Soroti Kemenristek Dilebur ke Kemendikbud, Ekonom Indef: Kemenristek Tetap Didukung, Bukti Komitmen Pemerintah Dorong Riset


  • Kamis, 22 April 2021 | 21:30
  • | News
 Soroti Kemenristek Dilebur ke Kemendikbud, Ekonom Indef:  Kemenristek Tetap Didukung, Bukti Komitmen Pemerintah Dorong Riset Ekonom Institute for Development of Economics and Finance (Indef), Bhima Yudhistira. (Net)

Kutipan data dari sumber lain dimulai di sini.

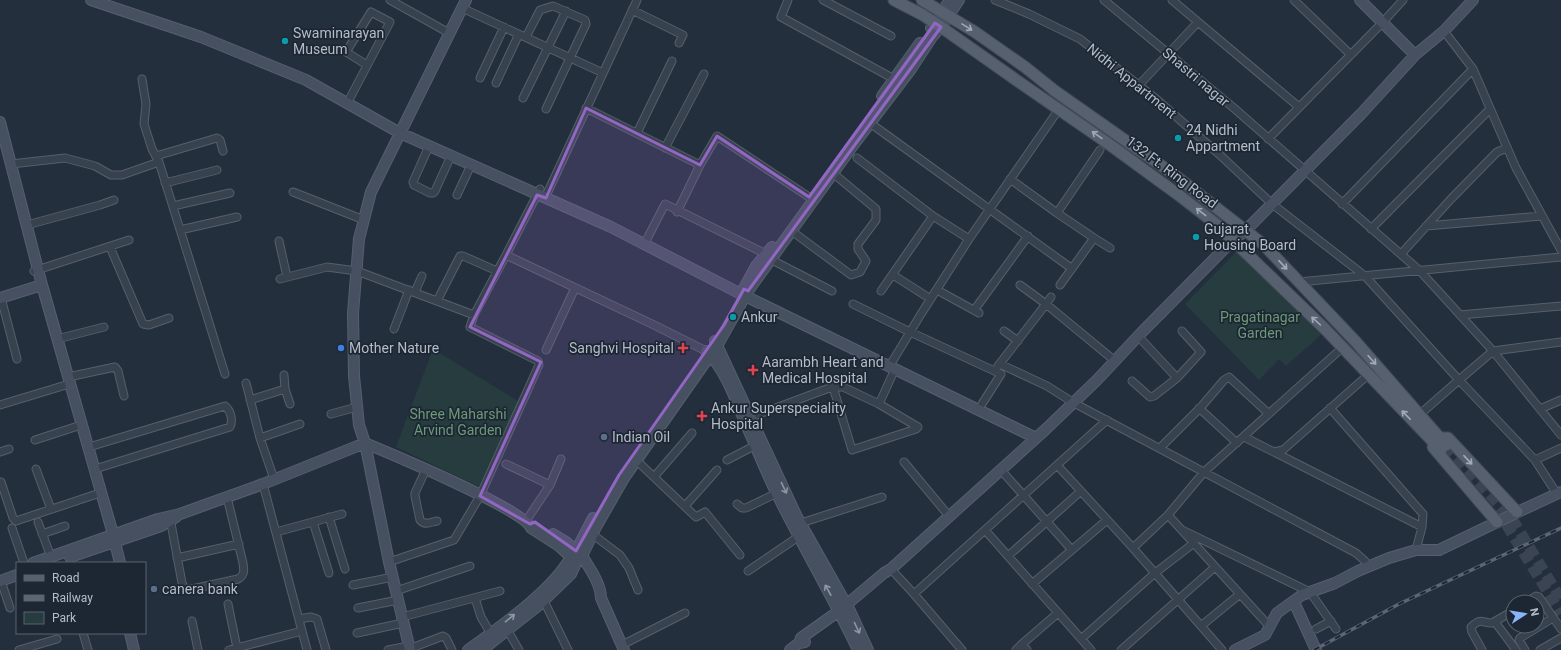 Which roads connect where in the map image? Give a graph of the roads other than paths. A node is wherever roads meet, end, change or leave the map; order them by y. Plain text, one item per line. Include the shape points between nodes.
1 (91, 0) edge
2 (110, 0) edge
3 (390, 0) edge
4 (637, 0) edge
5 (788, 0) edge
6 (823, 0) edge
7 (894, 0) edge
8 (922, 0) edge
9 (950, 0) edge
10 (959, 0) edge
11 (995, 0) edge
12 (1104, 0) edge
13 (1172, 0) edge
14 (1294, 0) edge
15 (1360, 0) edge
16 (1403, 0) edge
17 (1473, 0) edge
18 (464, 4) edge
19 (632, 10) junction
20 (566, 11) junction
21 (945, 13) junction
22 (1198, 22) junction
23 (1383, 22) junction
24 (938, 25) junction
25 (504, 27) junction
26 (1444, 31) junction
27 (449, 33) junction
28 (519, 34) junction
29 (891, 36) dead end
30 (526, 37) junction
31 (679, 43) dead end
32 (547, 47) junction
33 (1169, 55) junction
34 (1351, 55) junction
35 (1415, 55) junction
36 (570, 58) junction
37 (672, 61) dead end
38 (367, 65) junction
39 (1473, 68) junction
40 (603, 74) junction
41 (704, 74) dead end
42 (480, 78) dead end
43 (142, 79) dead end
44 (894, 79) junction
45 (496, 83) dead end
46 (1139, 85) junction
47 (350, 98) junction
48 (523, 98) dead end
49 (1299, 107) junction
50 (586, 108) junction
51 (546, 109) dead end
52 (1059, 109) junction
53 (1490, 109) junction
54 (0, 122) edge
55 (870, 123) junction
56 (401, 130) junction
57 (637, 133) junction
58 (1268, 139) junction
59 (0, 142) edge
60 (429, 146) junction
61 (666, 148) junction
62 (1507, 148) junction
63 (1100, 150) dead end
64 (223, 151) dead end
65 (451, 156) junction
66 (857, 158) dead end
67 (157, 159) junction
68 (471, 165) junction
69 (700, 165) junction
70 (10, 167) junction
71 (217, 170) dead end
72 (1304, 171) junction
73 (834, 174) junction
74 (1010, 179) junction
75 (165, 183) junction
76 (293, 192) dead end
77 (230, 193) dead end
78 (543, 193) junction
79 (457, 195) dead end
80 (810, 197) junction
81 (114, 200) dead end
82 (1271, 203) junction
83 (1342, 204) junction
84 (173, 206) junction
85 (990, 209) junction
86 (677, 212) junction
87 (1057, 213) junction
88 (933, 216) junction
89 (1542, 216) junction
90 (237, 217) dead end
91 (364, 220) junction
92 (27, 225) junction
93 (1426, 226) junction
94 (1371, 229) junction
95 (180, 230) junction
96 (1246, 230) junction
97 (792, 232) junction
98 (1028, 236) junction
99 (1094, 238) junction
100 (647, 239) junction
101 (969, 239) junction
102 (128, 240) dead end
103 (1233, 240) junction
104 (279, 241) dead end
105 (110, 247) junction
106 (1110, 248) dead end
107 (1561, 250) edge
108 (1401, 254) junction
109 (506, 255) junction
110 (768, 257) junction
111 (1561, 257) edge
112 (1072, 268) junction
113 (36, 270) junction
114 (1420, 270) junction
115 (357, 271) junction
116 (497, 271) junction
117 (893, 275) junction
118 (422, 276) dead end
119 (1365, 276) junction
120 (1299, 282) junction
121 (1020, 285) dead end
122 (1060, 285) dead end
123 (40, 286) junction
124 (575, 288) junction
125 (937, 290) junction
126 (412, 291) junction
127 (832, 291) dead end
128 (882, 291) dead end
129 (745, 293) junction
130 (926, 296) dead end
131 (1051, 297) dead end
132 (0, 298) edge
133 (437, 301) junction
134 (853, 304) dead end
135 (1046, 304) junction
136 (1561, 306) edge
137 (474, 315) junction
138 (1460, 315) junction
139 (169, 318) dead end
140 (104, 327) dead end
141 (394, 328) dead end
142 (1004, 331) dead end
143 (1182, 331) dead end
144 (910, 332) junction
145 (1138, 336) junction
146 (57, 339) junction
147 (1018, 341) junction
148 (716, 342) junction
149 (1561, 342) edge
150 (1342, 348) junction
151 (546, 350) dead end
152 (1493, 351) junction
153 (708, 353) junction
154 (16, 359) dead end
155 (1115, 361) junction
156 (1000, 364) junction
157 (892, 366) junction
158 (995, 371) junction
159 (225, 374) dead end
160 (284, 375) dead end
161 (1368, 375) junction
162 (1177, 378) junction
163 (1459, 380) junction
164 (67, 381) junction
165 (1132, 381) dead end
166 (246, 383) dead end
167 (834, 387) junction
168 (285, 389) junction
169 (124, 396) dead end
170 (250, 400) junction
171 (1561, 400) edge
172 (1074, 402) junction
173 (290, 404) dead end
174 (879, 404) junction
175 (982, 404) junction
176 (0, 405) edge
177 (358, 407) junction
178 (1199, 408) junction
179 (1330, 408) junction
180 (1540, 409) junction
181 (331, 414) dead end
182 (1269, 414) junction
183 (1419, 415) junction
184 (751, 417) junction
185 (1107, 420) junction
186 (300, 424) dead end
187 (78, 426) junction
188 (692, 433) dead end
189 (1039, 435) junction
190 (1561, 435) edge
191 (1244, 437) junction
192 (260, 438) junction
193 (35, 440) dead end
194 (365, 443) junction
195 (1238, 443) junction
196 (1440, 444) junction
197 (756, 445) junction
198 (89, 447) junction
199 (1160, 448) junction
200 (1561, 448) edge
201 (9, 449) dead end
202 (0, 451) edge
203 (1274, 452) junction
204 (561, 459) dead end
205 (636, 460) junction
206 (727, 460) dead end
207 (1535, 460) junction
208 (904, 462) dead end
209 (506, 464) dead end
210 (1057, 465) junction
211 (36, 468) dead end
212 (95, 468) junction
213 (426, 469) junction
214 (717, 470) dead end
215 (1000, 470) junction
216 (1204, 472) junction
217 (654, 477) junction
218 (274, 479) junction
219 (1, 482) edge
220 (263, 484) junction
221 (550, 484) junction
222 (1081, 491) junction
223 (777, 493) junction
224 (1559, 493) edge
225 (97, 494) junction
226 (480, 496) junction
227 (1023, 496) junction
228 (227, 497) junction
229 (882, 497) dead end
230 (737, 504) dead end
231 (685, 506) junction
232 (51, 509) junction
233 (1517, 512) junction
234 (342, 514) dead end
235 (1168, 515) junction
236 (949, 516) junction
237 (329, 517) junction
238 (170, 518) junction
239 (1107, 520) junction
240 (437, 521) dead end
241 (38, 522) dead end
242 (313, 522) junction
243 (528, 522) junction
244 (1047, 522) junction
245 (1497, 522) junction
246 (801, 523) junction
247 (65, 526) dead end
248 (1422, 527) junction
249 (12, 528) dead end
250 (985, 530) junction
251 (1182, 530) junction
252 (276, 532) junction
253 (42, 534) junction
254 (592, 534) junction
255 (798, 537) junction
256 (112, 539) junction
257 (1194, 543) junction
258 (238, 544) junction
259 (1133, 548) junction
260 (1072, 550) junction
261 (1416, 550) junction
262 (740, 555) dead end
263 (576, 556) junction
264 (1008, 556) junction
265 (177, 558) junction
266 (52, 560) edge
267 (24, 562) edge
268 (39, 562) edge
269 (115, 562) edge
270 (120, 562) edge
271 (390, 562) junction
272 (470, 566) dead end
273 (1216, 567) junction
274 (1368, 567) junction
275 (16, 569) edge
276 (345, 569) dead end
277 (891, 569) junction
278 (748, 571) dead end
279 (329, 573) dead end
280 (1155, 573) junction
281 (16, 575) edge
282 (393, 576) junction
283 (0, 579) edge
284 (1032, 584) junction
285 (352, 585) dead end
286 (638, 590) dead end
287 (500, 591) dead end
288 (1310, 592) junction
289 (914, 594) junction
290 (1240, 594) junction
291 (397, 596) junction
292 (475, 598) junction
293 (1178, 599) junction
294 (544, 601) junction
295 (1294, 602) junction
296 (228, 604) dead end
297 (1545, 606) edge
298 (10, 608) dead end
299 (358, 608) dead end
300 (844, 611) junction
301 (685, 613) dead end
302 (1058, 613) junction
303 (1505, 615) edge
304 (1553, 618) junction
305 (299, 619) junction
306 (403, 620) junction
307 (192, 621) dead end
308 (1331, 621) junction
309 (1495, 622) junction
310 (1201, 626) junction
311 (1270, 627) junction
312 (1316, 629) dead end
313 (1336, 629) dead end
314 (1561, 629) edge
315 (302, 631) junction
316 (508, 631) junction
317 (357, 633) dead end
318 (83, 634) edge
319 (130, 634) edge
320 (135, 634) edge
321 (491, 634) junction
322 (1561, 638) edge
323 (57, 639) dead end
324 (1081, 639) junction
325 (1025, 647) edge
326 (237, 648) junction
327 (409, 648) edge
328 (623, 648) edge
329 (19, 650) edge
330 (88, 650) edge
331 (134, 650) edge
332 (138, 650) edge
333 (198, 650) edge
334 (229, 650) edge
335 (307, 650) edge
336 (326, 650) edge
337 (388, 650) edge
338 (452, 650) edge
339 (468, 650) edge
340 (482, 650) edge
341 (518, 650) edge
342 (568, 650) edge
343 (790, 650) edge
344 (858, 650) edge
345 (868, 650) edge
346 (962, 650) edge
347 (1016, 650) edge
348 (1091, 650) edge
349 (1121, 650) edge
350 (1222, 650) edge
351 (1235, 650) edge
352 (1316, 650) edge
353 (1482, 650) edge
354 (1516, 650) edge
355 (1525, 650) edge
356 (1540, 650) edge

1 - 56 street via 201,37 306,80
2 - 47 street via 203,32 308,75
3 - 27 street
4 - 19 street
5 - 44 street via 781,18
6 - 29 street
7 - 24 main road, 132 Ft. Ring Road
8 - 21 main road, 132 Ft. Ring Road
9 - 21 street
10 - 21 street
11 - 46 street, Nidhi Appartment via 1080,39
12 - 33 street, Shastri nagar
13 - 22 street
14 - 34 street
15 - 23 street
16 - 23 street
17 - 26 street
18 - 25 street
18 - 27 street
19 - 31 street via 682,35
19 - 40 street
20 - 30 street via 553,6 540,10
20 - 32 street
20 - 36 street via 585,20 586,24
21 - 24 street
21 -> 96 main road, 132 Ft. Ring Road via 1025,67 1054,91 1176,176
22 - 33 street
22 - 49 street
23 - 34 street
23 - 35 street
24 - 44 street
24 - 52 main road, 132 Ft. Ring Road
24 - 55 street via 911,69
25 - 28 street
25 - 42 street
26 - 35 street
26 - 39 street
27 - 56 street
28 - 30 street
28 - 45 street
30 - 32 street
32 - 36 street
32 - 48 street
33 - 46 street
33 - 58 street, Shastri nagar
34 - 49 street
35 - 72 street
36 - 40 street
36 - 51 street
37 - 57 street
38 - 38 street via 390,22 371,12 346,52
38 - 47 street
39 - 53 street
39 - 83 street
40 - 50 street
41 - 61 street
43 - 67 street via 146,104 144,124
44 - 80 street
46 - 82 street, Nidhi Appartment
47 - 56 street
49 - 58 street
50 - 57 street
50 - 78 street
52 - 74 street
103 -> 52 main road, 132 Ft. Ring Road via 1180,196
53 - 62 street
53 - 94 street
54 - 70 street
55 - 73 street
55 - 85 street
56 - 60 street
56 - 78 street
56 - 91 street via 371,192
57 - 61 street
58 - 72 street, Shastri nagar
59 - 70 street
60 - 65 street
60 - 65 street via 413,182 430,193 435,190
61 - 69 street
62 - 89 street
62 - 93 street via 1497,152
63 - 87 street
64 - 67 street via 218,138
65 - 68 street
66 - 88 street
67 - 70 street via 122,175 111,175 95,166 65,158
67 - 75 street
68 - 78 street
68 - 79 street
69 - 80 street via 717,136
69 - 86 street
70 - 92 street
70 - 113 street
71 - 75 street
72 - 82 street
72 - 83 street, Shastri nagar
73 - 97 street
73 - 97 street via 876,209 876,220 858,244 858,249 866,261 860,272 851,275
74 - 85 street
74 - 87 street
75 - 84 street
76 - 91 street
77 - 84 street
78 - 100 street via 614,222
78 - 109 street
78 - 129 street
80 - 110 street
81 - 92 street
82 - 96 street
82 - 119 street, Nidhi Appartment
83 - 94 street, Shastri nagar
84 - 95 street
85 - 98 street
85 - 101 street
86 - 100 street via 665,204
86 - 110 street
87 - 99 street
88 - 101 street
88 - 117 street
89 - 93 street
89 - 107 street
90 - 95 street
91 - 115 street via 359,238
92 - 113 street
93 - 108 street
94 - 108 street, Shastri nagar
95 - 159 street
96 - 103 street
96 -> 120 main road, 132 Ft. Ring Road via 1264,244
97 - 110 street
98 - 112 street
98 - 125 street via 977,311
99 - 106 street
99 - 112 street
100 - 129 street
101 - 125 street
102 - 105 street
103 - 145 street
150 -> 103 main road, 132 Ft. Ring Road
104 - 115 street via 283,278 327,267
105 - 113 street
105 - 139 street via 143,324 149,325
108 - 114 street, Shastri nagar
109 - 116 street
109 - 124 street
110 - 127 street
110 - 129 street
111 - 114 street
112 - 122 street
113 - 123 street
114 - 119 street
114 - 138 street, Shastri nagar
115 - 126 street
115 - 177 street via 353,313 354,376
116 - 133 street via 460,256
116 - 137 street
117 - 128 street
117 - 130 street
118 - 126 street
119 - 120 street
119 - 163 street, Nidhi Appartment
120 -> 183 main road, 132 Ft. Ring Road
121 - 135 street
123 - 132 street
123 - 146 street
123 - 164 street
124 - 151 street
124 - 153 street
125 - 144 street
126 - 133 street
126 - 141 street
129 - 148 street
129 - 157 street
131 - 135 street
132 - 154 street
133 - 137 street
134 - 144 street
135 - 147 street
135 - 155 street
136 - 138 street
137 - 226 street via 470,327 540,362
138 - 152 street, Shastri nagar
140 - 146 street
142 - 147 street
143 - 162 street via 1201,352
144 - 157 street
144 - 158 street
145 - 155 street
145 - 162 street
146 - 164 street
147 - 156 street
148 - 153 street
148 - 184 street
149 - 152 street
150 - 161 main road, 132 Ft. Ring Road
150 - 182 street
152 - 163 street
152 - 180 street, Shastri nagar
153 - 197 street via 727,380
153 - 205 street
153 - 263 street via 619,475 589,524
155 - 172 street
156 - 158 street
156 - 172 street
157 - 174 street
157 - 175 street
157 - 189 street via 1012,425
158 - 175 street via 1001,374
160 - 168 street
161 - 179 street
196 -> 161 main road, 132 Ft. Ring Road
162 - 165 street via 1150,397
163 - 183 street
163 - 207 street, Nidhi Appartment
164 - 169 street via 114,367 118,370
164 - 176 street
164 - 187 street
164 - 198 street
166 - 170 street
167 - 174 street via 843,387
167 - 174 street via 852,450 918,427
167 - 184 street
168 - 170 street
168 - 173 street
170 - 192 street
171 - 180 street
172 - 185 street
172 - 189 street
175 - 189 street
177 - 181 street
177 - 194 street via 359,425
178 - 182 street via 1224,380 1229,378
178 - 195 street
178 - 199 street
179 - 203 street via 1283,450
179 - 248 street via 1423,514
180 - 190 street, Shastri nagar
182 - 191 street
183 - 196 main road, 132 Ft. Ring Road
184 -> 246 street
185 - 199 street
185 - 210 street
186 - 192 street
187 - 193 street
187 - 225 street
188 - 217 street
189 - 215 street
191 - 195 street
191 - 203 street
192 - 218 street
194 - 213 street
194 - 218 street
194 - 271 street
195 - 216 street
196 -> 233 main road via 1448,438
196 - 245 main road via 1433,448
197 - 206 street
197 - 223 street
198 - 212 street
198 - 212 street via 225,406 231,416 230,427
199 - 216 street
200 - 207 street
201 - 202 street
203 - 248 street
204 - 221 street
205 - 217 street
205 - 254 street
207 - 224 street, Nidhi Appartment
208 - 236 street
209 - 221 street
210 - 222 street
210 - 227 street
211 - 232 street
212 - 256 street
213 - 226 street
213 - 240 street via 415,493 420,520 424,524
214 - 231 street
215 - 227 street
215 - 236 street
216 - 235 street
216 - 274 street via 1356,553
217 - 231 street
218 - 220 street
219 - 232 street via 16,521
220 - 228 street
220 - 252 street
221 - 243 street
222 - 239 street
222 - 244 street
223 - 230 street via 746,508
223 - 255 street
224 - 233 street
225 - 232 street
225 - 256 street
226 - 243 street
226 - 271 street via 454,540
227 - 244 street
227 - 250 street
228 - 238 street
228 - 258 street
229 - 246 street
231 - 262 street via 696,517 705,512
233 - 245 street
234 - 237 street
235 - 251 street
235 - 259 street
236 - 277 street
237 - 242 street
237 - 276 street
238 - 256 street
238 - 265 street
239 - 259 street
239 - 260 street
241 - 253 street
242 - 252 street
242 - 279 street
243 - 263 street via 531,528
244 - 260 street
244 - 264 street
245 - 261 street via 1439,550
246 - 300 street
247 - 253 street
248 - 261 street
249 - 267 street
250 - 264 street
250 - 289 street
251 - 257 street
251 - 288 street
252 - 305 street
253 - 266 street
254 - 263 street
254 - 286 street via 620,555 629,568
255 - 278 street
300 -> 255 street
256 - 266 street
256 - 269 street
256 - 270 street
257 - 273 street
257 - 280 street
258 - 265 street
258 - 265 street via 244,573 238,579 185,589
259 - 280 street
260 - 284 street
261 - 274 street
263 - 294 street via 571,574
321 -> 263 street via 534,599
263 - 328 street via 588,566
264 - 284 street
266 - 268 street
271 - 282 street
272 - 291 street
273 - 290 street
273 - 293 street
274 - 288 street
275 - 283 street
277 - 289 street
277 - 300 street via 884,572
280 - 293 street
280 - 324 street
281 - 283 street
282 - 285 street
282 - 291 street
283 - 298 street
284 - 302 street
287 - 292 street
288 - 295 street
288 - 308 street
289 - 346 street
290 - 310 street
290 - 311 street
291 - 299 street
291 - 306 street
292 - 306 street
292 - 321 street via 481,617
293 - 310 street
293 - 349 street
294 - 316 street
294 - 342 street
295 - 311 street via 1277,613
295 - 352 street
296 - 326 street
297 - 304 street
300 - 343 street via 806,642 799,643
300 - 344 street
300 -> 345 street
301 - 328 street
302 - 324 street
302 - 325 street
303 - 309 street
304 - 314 street
304 - 355 street via 1520,638
305 - 315 street
305 - 336 street via 317,619
306 - 317 street
306 - 327 street
307 - 333 street
308 - 312 street
308 - 313 street
309 - 353 street via 1490,624 1482,620 1471,628
309 - 354 street
310 - 350 street
311 - 351 street via 1265,635
315 - 326 street
315 - 335 street
316 - 340 street
316 - 341 street
318 - 330 street
319 - 331 street
320 - 332 street
321 - 339 street
322 - 356 street
323 - 329 street
324 - 348 street
325 - 347 street
326 - 334 street
327 - 337 street
327 - 338 street via 443,636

JAKARTA, ARAHKITA.COM - Ekonom Institute for Development of Economics and Finance (Indef), Bhima Yudhistira menilai reshuffle dan perubahan nomenklatur kali ini menarik karena mengorbankan Kementerian Riset dan Teknologi (Kemristek). Sementara, Badan Koordinasi Penanaman Modal (BKPM) justru naik kelas bertransformasi menjadi Kementerian Investasi.

"Ke depannya apakah ingin fokus kepada riset sehingga produk yang dihasilkan berteknologi tinggi atau yang penting investasi secara nominal maupun realisasi naik dulu lah karena kita butuh pemulihan ekonomi jangka pendek," tanya Bhima dalam diskusi bulanan secara daring yang digelar Beranda Ruang Diskusi (BRD), Rabu (21/4/2021).

Ia menjelaskan, di banyak negara, kebijakan yang diambil bukan substitusi melainkan sifatnya paralel karena sambung menyambung. Investasi berkualitas juga perlu adanya riset yang bagus.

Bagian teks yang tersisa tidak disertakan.